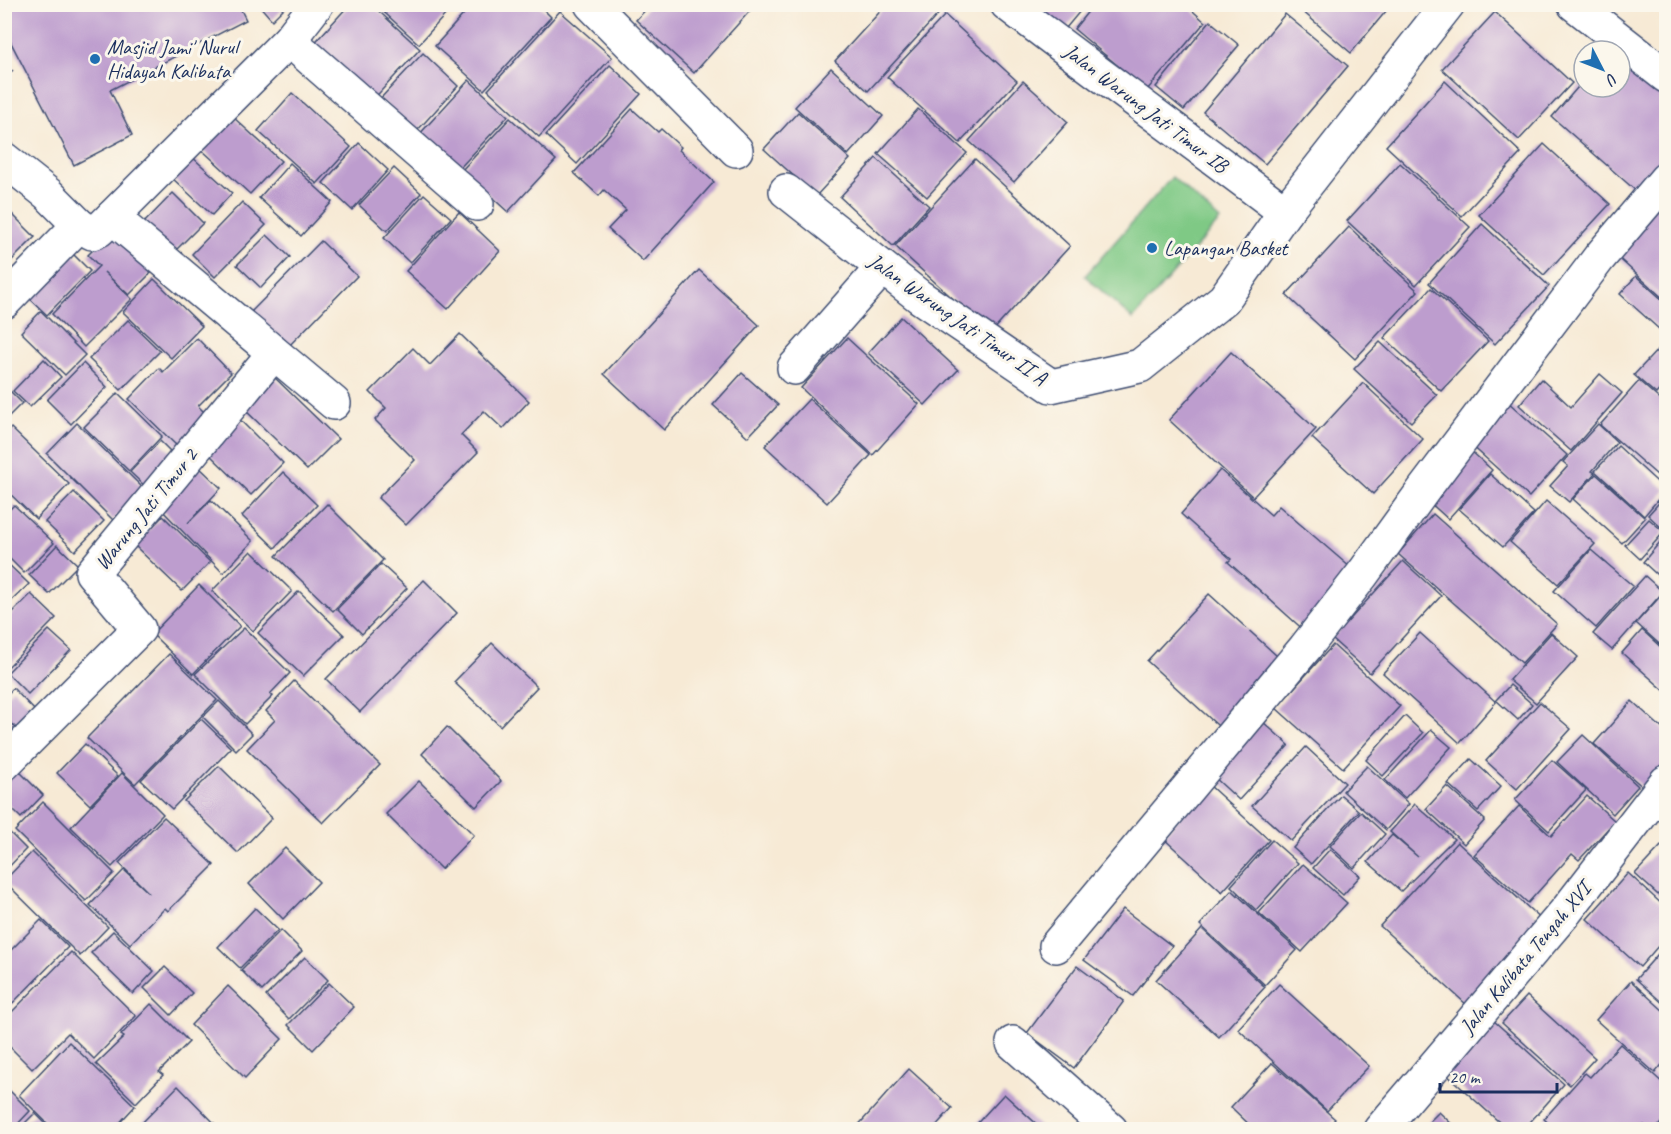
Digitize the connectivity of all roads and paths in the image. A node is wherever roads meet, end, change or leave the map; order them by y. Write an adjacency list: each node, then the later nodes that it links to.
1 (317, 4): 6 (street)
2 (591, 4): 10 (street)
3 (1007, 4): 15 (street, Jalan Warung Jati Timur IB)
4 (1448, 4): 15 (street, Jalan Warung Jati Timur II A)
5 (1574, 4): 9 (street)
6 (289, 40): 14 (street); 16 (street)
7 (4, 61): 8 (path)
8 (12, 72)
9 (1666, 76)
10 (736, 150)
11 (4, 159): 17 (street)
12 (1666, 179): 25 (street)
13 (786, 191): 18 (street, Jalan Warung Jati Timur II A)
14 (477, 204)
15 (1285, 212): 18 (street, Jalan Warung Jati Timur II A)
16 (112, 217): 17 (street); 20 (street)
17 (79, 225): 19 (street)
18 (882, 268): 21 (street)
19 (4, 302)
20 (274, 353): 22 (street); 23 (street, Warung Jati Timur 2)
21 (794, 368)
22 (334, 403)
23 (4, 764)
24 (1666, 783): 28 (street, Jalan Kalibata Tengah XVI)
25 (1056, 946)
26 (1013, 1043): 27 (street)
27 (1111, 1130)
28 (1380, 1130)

Aim of the task:
Write the records out again exactly; none of the pictures belong in the copy.

Written answer:
Digitize the connectivity of all roads and paths in the image. A node is wherever roads meet, end, change or leave the map; order them by y. Write an adjacency list: each node, then the later nodes that it links to.
1 (317, 4): 6 (street)
2 (591, 4): 10 (street)
3 (1007, 4): 15 (street, Jalan Warung Jati Timur IB)
4 (1448, 4): 15 (street, Jalan Warung Jati Timur II A)
5 (1574, 4): 9 (street)
6 (289, 40): 14 (street); 16 (street)
7 (4, 61): 8 (path)
8 (12, 72)
9 (1666, 76)
10 (736, 150)
11 (4, 159): 17 (street)
12 (1666, 179): 25 (street)
13 (786, 191): 18 (street, Jalan Warung Jati Timur II A)
14 (477, 204)
15 (1285, 212): 18 (street, Jalan Warung Jati Timur II A)
16 (112, 217): 17 (street); 20 (street)
17 (79, 225): 19 (street)
18 (882, 268): 21 (street)
19 (4, 302)
20 (274, 353): 22 (street); 23 (street, Warung Jati Timur 2)
21 (794, 368)
22 (334, 403)
23 (4, 764)
24 (1666, 783): 28 (street, Jalan Kalibata Tengah XVI)
25 (1056, 946)
26 (1013, 1043): 27 (street)
27 (1111, 1130)
28 (1380, 1130)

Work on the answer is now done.